The Max Planck Institute for Biogeochemistry is located in Jena, Germany. It was created in 1997, and moved into new buildings 2002 on the city's Beutenberg Campus. It is part of the Max Planck Society (Max Planck Gesellschaft).

== Scientific profile ==
The research at the Max Planck Institute for Biogeochemistry is dedicated to the study of global biogeochemical cycles and their long-term interactions with the biosphere, the atmosphere, the geosphere and the entire climate system.

== Departments and research groups ==
The institute has three departments, with each department consisting of several research groups, and sometimes additional project groups.

The departments are:

- Biogeochemical Processes (director: Susan Trumbore)
- Biogeochemical Signals (director: Sönke Zaehle)
- Biogeochemical Integration (director: Markus Reichstein)

The former department head and founding director, Ernst-Detlef Schulze, conducts research as head of the Independent Emeritus Group Carbon Balance, Ecosystem Research and Forest Management. The former department head Martin Heimann is an active member of the research project QArctic in the Department Biogeochemical Signals.

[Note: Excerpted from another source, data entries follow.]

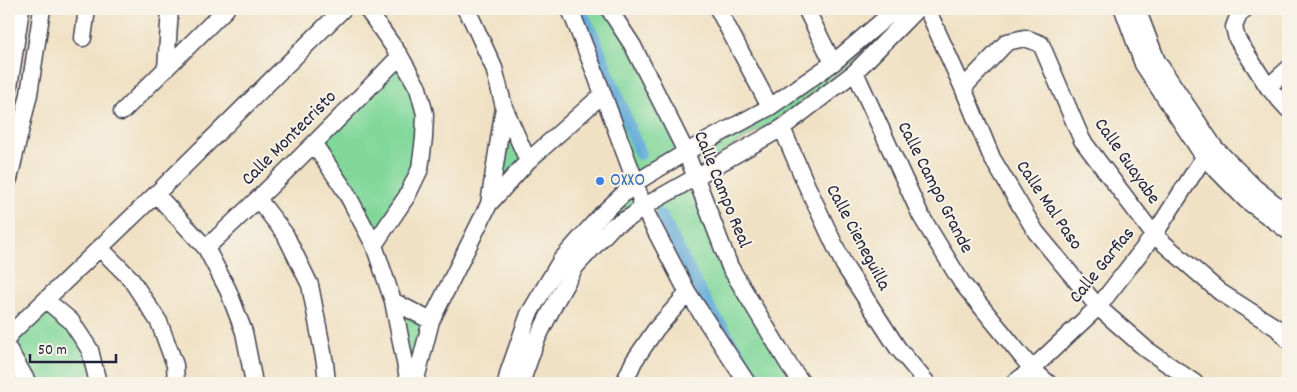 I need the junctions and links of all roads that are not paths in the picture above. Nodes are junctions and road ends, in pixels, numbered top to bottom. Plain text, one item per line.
1 (21, 9) edge
2 (42, 9) edge
3 (87, 9) edge
4 (170, 9) edge
5 (226, 9) edge
6 (343, 9) edge
7 (367, 9) edge
8 (465, 9) edge
9 (570, 9) edge
10 (609, 9) edge
11 (718, 9) edge
12 (806, 9) edge
13 (917, 9) edge
14 (927, 9) edge
15 (1123, 9) edge
16 (1137, 9) edge
17 (1245, 9) edge
18 (894, 10) edge
19 (83, 38) dead end
20 (400, 56) junction
21 (833, 63) junction
22 (166, 69) junction
23 (1288, 70) edge
24 (855, 72) junction
25 (9, 87) edge
26 (1268, 87) junction
27 (963, 88) junction
28 (603, 94) junction
29 (770, 106) junction
30 (504, 107) junction
31 (1288, 109) edge
32 (122, 112) dead end
33 (782, 128) junction
34 (314, 144) junction
35 (686, 152) junction
36 (1204, 157) junction
37 (528, 161) junction
38 (695, 178) junction
39 (9, 179) edge
40 (635, 183) junction
41 (156, 194) junction
42 (258, 199) junction
43 (489, 204) junction
44 (643, 207) junction
45 (1288, 214) edge
46 (1288, 231) edge
47 (1154, 235) junction
48 (374, 245) junction
49 (100, 248) junction
50 (206, 248) junction
51 (688, 293) junction
52 (46, 300) junction
53 (393, 301) junction
54 (1098, 307) junction
55 (432, 321) junction
56 (9, 337) edge
57 (1288, 340) edge
58 (9, 350) edge
59 (1032, 369) junction
60 (28, 383) edge
61 (98, 383) edge
62 (176, 383) edge
63 (254, 383) edge
64 (327, 383) edge
65 (409, 383) edge
66 (415, 383) edge
67 (506, 383) edge
68 (522, 383) edge
69 (624, 383) edge
70 (747, 383) edge
71 (802, 383) edge
72 (927, 383) edge
73 (1014, 383) edge
74 (1048, 383) edge
75 (1194, 383) edge

1 - 25 street
2 - 39 street
3 - 19 street
4 - 22 street
5 - 22 street
6 - 41 street
7 - 20 street
8 - 30 street
9 - 28 street
10 - 35 street, Calle Campo Real
11 - 29 street
12 - 21 street
13 - 24 street
14 - 27 street, Calle Mal Paso
15 - 36 street
16 - 45 street
17 - 26 street
18 - 21 street
20 - 34 street, Calle Montecristo
20 - 48 street
21 - 29 street
22 - 32 street
23 - 26 street
24 - 33 street
24 - 59 street, Calle Campo Grande
26 - 31 street
27 - 47 street, Calle Guayabe
27 - 54 street, Calle Mal Paso
28 - 37 street
28 - 40 street
29 - 35 street
30 - 37 street
30 - 43 street
33 - 38 street
33 - 72 street, Calle Cieneguilla
34 - 42 street, Calle Montecristo
34 - 48 street
35 - 38 street, Calle Campo Real
35 - 40 street
36 - 46 street
36 - 47 street, Calle Garfias
37 - 43 street
38 - 44 street
38 - 71 street, Calle Campo Real
40 - 44 street
40 - 67 street
41 - 49 street
41 - 50 street
42 - 50 street, Calle Montecristo
42 - 64 street
43 - 55 street
44 - 51 street
44 - 68 street
47 - 54 street, Calle Garfias
47 - 57 street, Calle Guayabe
48 - 53 street
49 - 52 street
49 - 62 street
50 - 63 street
51 - 69 street
51 - 70 street
52 - 56 street
52 - 61 street
53 - 55 street
53 - 65 street
54 - 59 street, Calle Garfias
54 - 75 street, Calle Mal Paso
55 - 66 street
58 - 60 street
59 - 73 street, Calle Garfias
59 - 74 street, Calle Campo Grande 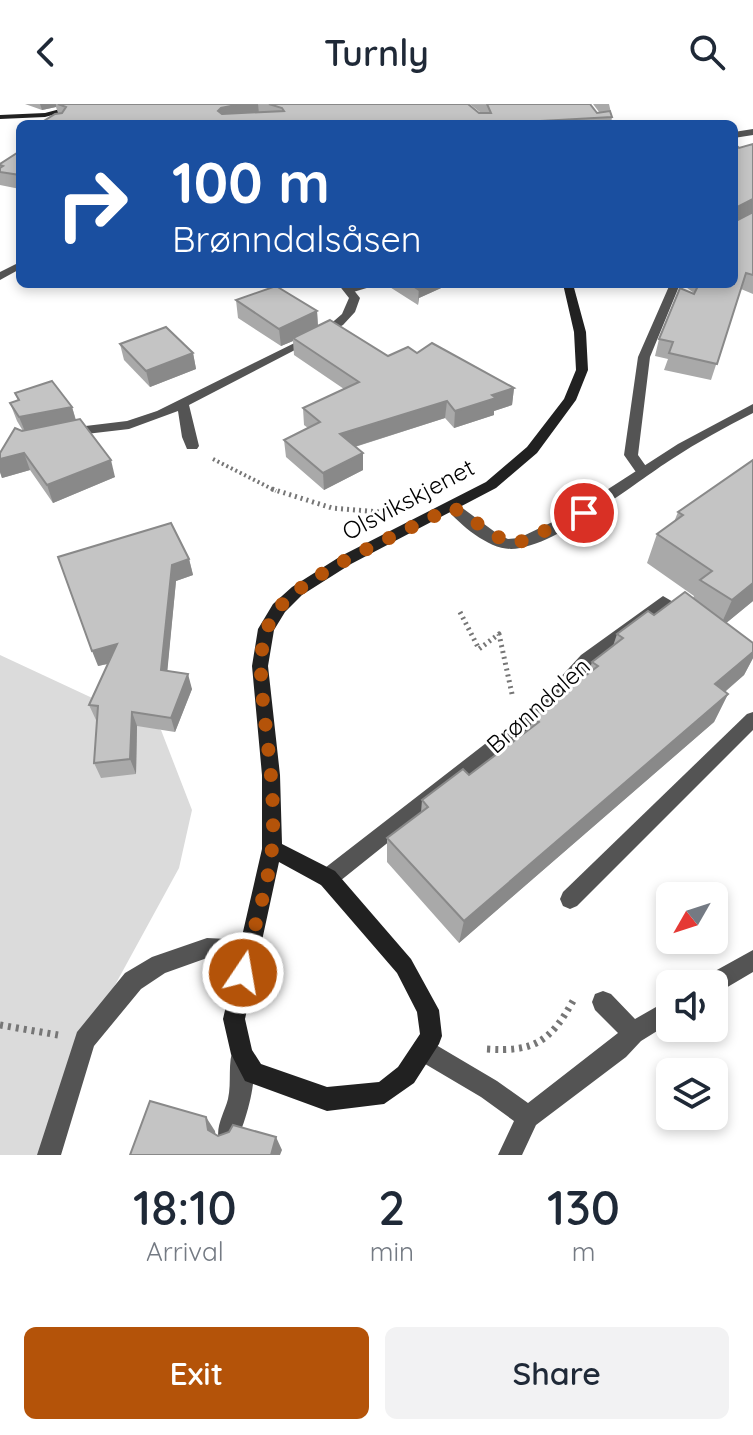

== International Max Planck Research School for global Biogeochemical Cycles ==
The International Max Planck Research School for Global Biogeochemical Cycles is a graduate school dedicated to training doctoral students in the field of global biogeochemical cycles and related Earth system sciences. The doctoral program is jointly operated by the MPI for Biogeochemistry and the Friedrich Schiller University of Jena and offers a comprehensive training program that also includes a research stay abroad lasting several months.